Tally up the lines below that include the word "دودي". Answer with the number alone.
━━━ DATA SHOWN ━━━
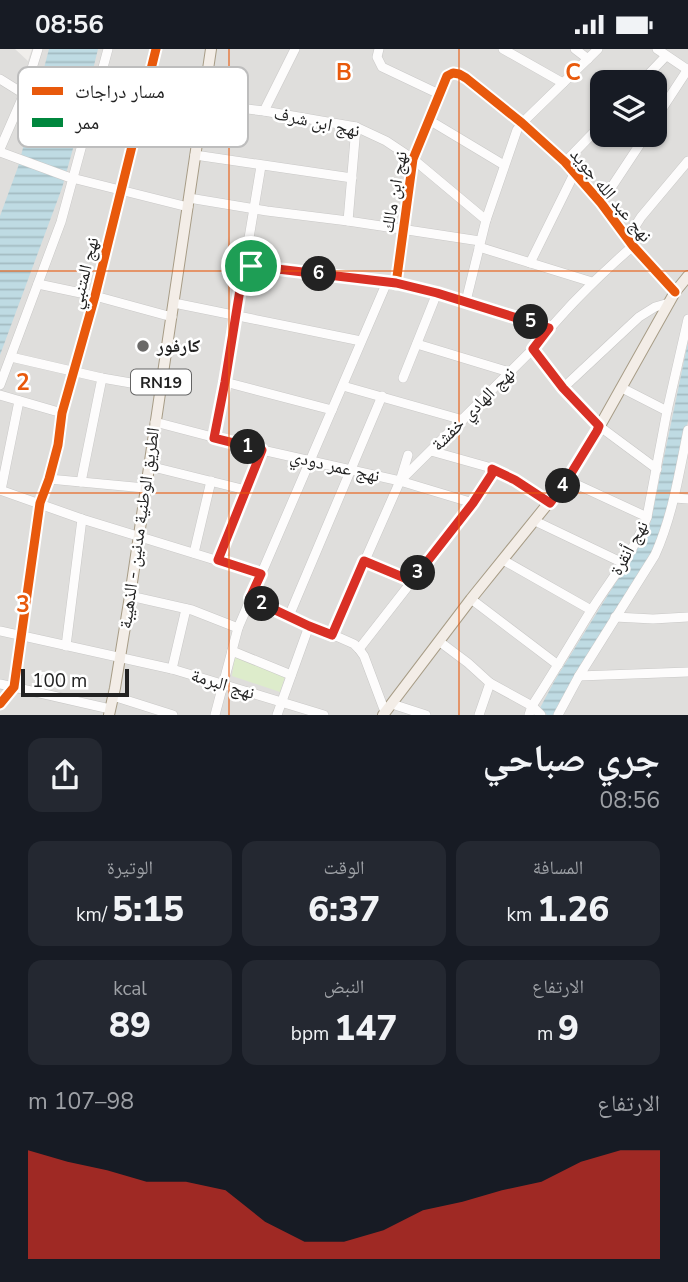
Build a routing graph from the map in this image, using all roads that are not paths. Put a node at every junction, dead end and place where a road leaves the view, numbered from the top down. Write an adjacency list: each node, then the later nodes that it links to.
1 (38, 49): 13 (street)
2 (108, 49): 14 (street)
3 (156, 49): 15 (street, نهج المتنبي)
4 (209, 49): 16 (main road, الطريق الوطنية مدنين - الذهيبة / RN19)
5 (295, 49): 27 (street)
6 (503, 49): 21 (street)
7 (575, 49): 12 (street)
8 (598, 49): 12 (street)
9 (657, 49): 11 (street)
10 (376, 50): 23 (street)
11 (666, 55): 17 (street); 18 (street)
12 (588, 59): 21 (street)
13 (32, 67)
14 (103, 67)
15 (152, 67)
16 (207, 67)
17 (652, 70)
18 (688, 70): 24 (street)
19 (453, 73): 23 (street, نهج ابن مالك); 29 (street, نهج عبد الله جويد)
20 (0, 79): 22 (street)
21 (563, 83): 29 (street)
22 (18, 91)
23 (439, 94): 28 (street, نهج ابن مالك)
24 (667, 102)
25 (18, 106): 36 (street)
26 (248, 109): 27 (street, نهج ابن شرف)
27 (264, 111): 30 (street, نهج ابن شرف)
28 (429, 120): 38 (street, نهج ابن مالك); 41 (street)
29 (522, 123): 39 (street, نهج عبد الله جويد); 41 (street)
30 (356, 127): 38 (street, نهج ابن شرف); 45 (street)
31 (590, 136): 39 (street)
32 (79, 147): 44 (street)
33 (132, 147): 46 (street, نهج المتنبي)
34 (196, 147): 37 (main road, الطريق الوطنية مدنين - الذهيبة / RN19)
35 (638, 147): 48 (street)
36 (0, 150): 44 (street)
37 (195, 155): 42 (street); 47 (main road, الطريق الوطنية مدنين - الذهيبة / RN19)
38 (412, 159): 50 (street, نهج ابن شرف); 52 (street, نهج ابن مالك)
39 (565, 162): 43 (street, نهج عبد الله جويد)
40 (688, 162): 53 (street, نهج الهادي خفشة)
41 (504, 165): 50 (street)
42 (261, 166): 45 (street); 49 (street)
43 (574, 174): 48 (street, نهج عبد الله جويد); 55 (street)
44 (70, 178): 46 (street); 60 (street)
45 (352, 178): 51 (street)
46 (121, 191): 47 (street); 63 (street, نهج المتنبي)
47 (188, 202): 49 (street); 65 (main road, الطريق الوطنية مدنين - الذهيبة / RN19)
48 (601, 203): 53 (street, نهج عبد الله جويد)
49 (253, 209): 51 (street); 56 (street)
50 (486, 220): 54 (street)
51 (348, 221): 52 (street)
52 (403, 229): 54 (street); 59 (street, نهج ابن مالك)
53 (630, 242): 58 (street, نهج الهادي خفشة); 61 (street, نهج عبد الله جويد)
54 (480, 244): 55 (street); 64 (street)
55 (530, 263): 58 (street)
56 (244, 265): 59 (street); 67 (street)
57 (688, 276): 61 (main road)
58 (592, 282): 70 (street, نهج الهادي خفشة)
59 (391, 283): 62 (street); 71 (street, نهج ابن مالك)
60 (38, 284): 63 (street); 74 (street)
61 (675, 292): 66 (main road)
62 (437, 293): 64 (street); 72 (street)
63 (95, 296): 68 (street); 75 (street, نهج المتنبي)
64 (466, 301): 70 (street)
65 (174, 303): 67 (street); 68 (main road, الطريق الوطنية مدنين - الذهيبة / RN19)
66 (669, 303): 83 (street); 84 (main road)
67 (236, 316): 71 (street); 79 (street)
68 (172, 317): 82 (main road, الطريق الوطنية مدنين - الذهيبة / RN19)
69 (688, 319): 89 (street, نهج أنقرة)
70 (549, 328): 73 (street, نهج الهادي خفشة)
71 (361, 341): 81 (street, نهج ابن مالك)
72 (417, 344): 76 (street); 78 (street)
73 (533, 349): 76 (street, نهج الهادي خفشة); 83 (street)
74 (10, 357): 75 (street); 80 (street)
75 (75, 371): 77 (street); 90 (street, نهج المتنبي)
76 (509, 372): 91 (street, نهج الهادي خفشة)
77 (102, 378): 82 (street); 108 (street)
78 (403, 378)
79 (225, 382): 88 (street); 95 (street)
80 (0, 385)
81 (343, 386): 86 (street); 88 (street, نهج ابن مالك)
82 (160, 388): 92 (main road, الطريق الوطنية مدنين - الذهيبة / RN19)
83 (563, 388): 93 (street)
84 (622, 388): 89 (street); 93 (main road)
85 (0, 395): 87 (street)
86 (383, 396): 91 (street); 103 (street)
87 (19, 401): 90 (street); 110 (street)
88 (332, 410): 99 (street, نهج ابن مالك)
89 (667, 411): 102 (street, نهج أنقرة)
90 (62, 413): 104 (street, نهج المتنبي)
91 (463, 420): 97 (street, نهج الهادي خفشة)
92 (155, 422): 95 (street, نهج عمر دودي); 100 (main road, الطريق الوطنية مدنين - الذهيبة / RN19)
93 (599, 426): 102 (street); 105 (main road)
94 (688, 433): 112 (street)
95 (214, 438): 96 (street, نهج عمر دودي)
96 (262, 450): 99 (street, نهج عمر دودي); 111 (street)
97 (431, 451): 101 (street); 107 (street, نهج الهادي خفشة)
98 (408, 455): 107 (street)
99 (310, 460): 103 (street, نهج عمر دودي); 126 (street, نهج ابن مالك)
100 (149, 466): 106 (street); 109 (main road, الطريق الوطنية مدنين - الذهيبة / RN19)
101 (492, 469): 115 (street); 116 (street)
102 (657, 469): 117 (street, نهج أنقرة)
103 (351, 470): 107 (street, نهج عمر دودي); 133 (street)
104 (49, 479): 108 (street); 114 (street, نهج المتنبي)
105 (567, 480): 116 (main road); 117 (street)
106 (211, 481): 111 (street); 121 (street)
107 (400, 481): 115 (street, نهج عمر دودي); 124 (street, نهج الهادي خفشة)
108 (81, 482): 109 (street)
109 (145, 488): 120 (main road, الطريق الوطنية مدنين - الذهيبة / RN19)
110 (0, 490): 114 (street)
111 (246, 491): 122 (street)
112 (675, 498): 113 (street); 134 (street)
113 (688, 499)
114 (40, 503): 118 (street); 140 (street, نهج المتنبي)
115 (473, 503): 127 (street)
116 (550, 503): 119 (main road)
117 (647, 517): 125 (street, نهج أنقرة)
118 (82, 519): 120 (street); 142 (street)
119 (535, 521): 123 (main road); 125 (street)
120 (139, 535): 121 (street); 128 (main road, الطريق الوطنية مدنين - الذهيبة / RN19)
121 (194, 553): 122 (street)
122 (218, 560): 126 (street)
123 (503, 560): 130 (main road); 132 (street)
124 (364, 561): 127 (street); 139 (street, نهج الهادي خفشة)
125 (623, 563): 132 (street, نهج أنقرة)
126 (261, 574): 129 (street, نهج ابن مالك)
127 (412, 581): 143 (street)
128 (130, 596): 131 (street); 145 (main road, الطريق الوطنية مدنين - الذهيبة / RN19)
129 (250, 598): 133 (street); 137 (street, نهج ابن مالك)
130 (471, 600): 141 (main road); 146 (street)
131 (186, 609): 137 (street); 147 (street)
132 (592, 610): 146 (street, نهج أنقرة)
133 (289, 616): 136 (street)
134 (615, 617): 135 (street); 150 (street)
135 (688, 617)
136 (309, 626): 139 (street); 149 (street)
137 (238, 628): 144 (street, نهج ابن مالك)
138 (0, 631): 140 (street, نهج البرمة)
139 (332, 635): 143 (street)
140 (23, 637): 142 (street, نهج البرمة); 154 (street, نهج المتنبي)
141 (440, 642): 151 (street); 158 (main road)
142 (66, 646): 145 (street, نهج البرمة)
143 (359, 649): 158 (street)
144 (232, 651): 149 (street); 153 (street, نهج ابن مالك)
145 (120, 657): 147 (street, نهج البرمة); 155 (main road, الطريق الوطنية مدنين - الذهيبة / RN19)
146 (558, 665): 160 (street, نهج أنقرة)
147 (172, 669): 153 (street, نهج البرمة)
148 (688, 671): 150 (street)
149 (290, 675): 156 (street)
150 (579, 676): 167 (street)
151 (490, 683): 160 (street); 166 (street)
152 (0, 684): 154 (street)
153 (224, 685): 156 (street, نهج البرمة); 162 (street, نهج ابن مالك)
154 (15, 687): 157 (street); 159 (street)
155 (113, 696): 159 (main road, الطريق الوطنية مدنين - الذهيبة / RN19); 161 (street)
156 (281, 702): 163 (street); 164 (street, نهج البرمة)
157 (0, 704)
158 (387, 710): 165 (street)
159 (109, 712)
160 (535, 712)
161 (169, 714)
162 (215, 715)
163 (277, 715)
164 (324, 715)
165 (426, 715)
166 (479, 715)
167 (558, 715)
━━━
[REPLY] 6